In feinen Kreisen
Obwohl er in ihr all die Wärme und Leidenschaft gefunden hatte, die er sich nur wünschen konnte, hatte sie ihre Streitlust nicht verloren, vertrat nach wie vor eigensinnig ihre Ansichten, lachte ihn aus und machte dumme Fehler.
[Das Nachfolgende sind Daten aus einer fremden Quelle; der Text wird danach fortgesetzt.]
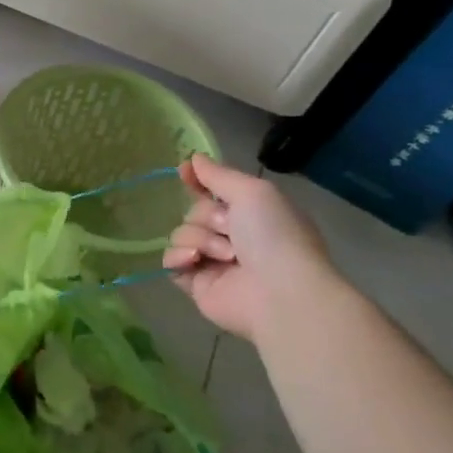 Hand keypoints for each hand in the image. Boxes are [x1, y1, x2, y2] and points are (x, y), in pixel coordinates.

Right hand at [163, 154, 341, 343]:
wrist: (281, 293)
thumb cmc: (274, 236)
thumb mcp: (252, 192)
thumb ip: (219, 174)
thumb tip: (194, 158)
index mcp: (251, 214)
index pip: (214, 191)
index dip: (198, 181)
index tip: (184, 172)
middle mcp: (233, 237)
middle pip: (195, 212)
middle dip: (206, 217)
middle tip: (230, 230)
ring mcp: (213, 262)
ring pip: (182, 234)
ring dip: (200, 239)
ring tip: (226, 255)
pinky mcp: (196, 284)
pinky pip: (171, 262)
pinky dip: (179, 257)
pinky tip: (195, 260)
Es hatte sich im Grunde gar nicht viel verändert, nur dass jetzt eine körperliche Intimität zwischen ihnen herrschte, die er sich nicht im Traum hätte vorstellen können.
Also schickte er Lucius Stourbridge nicht seiner Wege, wie sein Instinkt es ihm vielleicht geraten hätte.
»Vielleicht erzählen Sie mir besser genau, was geschehen ist«, sagte Monk freundlich.
Lucius holte tief Luft. »Ja.« Es kostete ihn einige Mühe, die Fassung wieder zu erlangen. »Ja, natürlich. Gewiss. Es tut mir Leid, ich scheine ein wenig wirr zu reden. Das alles hat mich…
sehr hart getroffen. Ich weiß nicht, was ich davon halten soll.« Letzteres war ziemlich offensichtlich und Monk musste sich bezähmen, diesen Gedanken nicht auszusprechen. Er war von Natur aus nicht besonders geduldig. »Wenn Sie vielleicht damit anfangen könnten, mir mitzuteilen, wann Sie Miss – Mrs. – Gardiner das letzte Mal gesehen haben, dann könnten wir von diesem Punkt aus fortfahren«, schlug er vor.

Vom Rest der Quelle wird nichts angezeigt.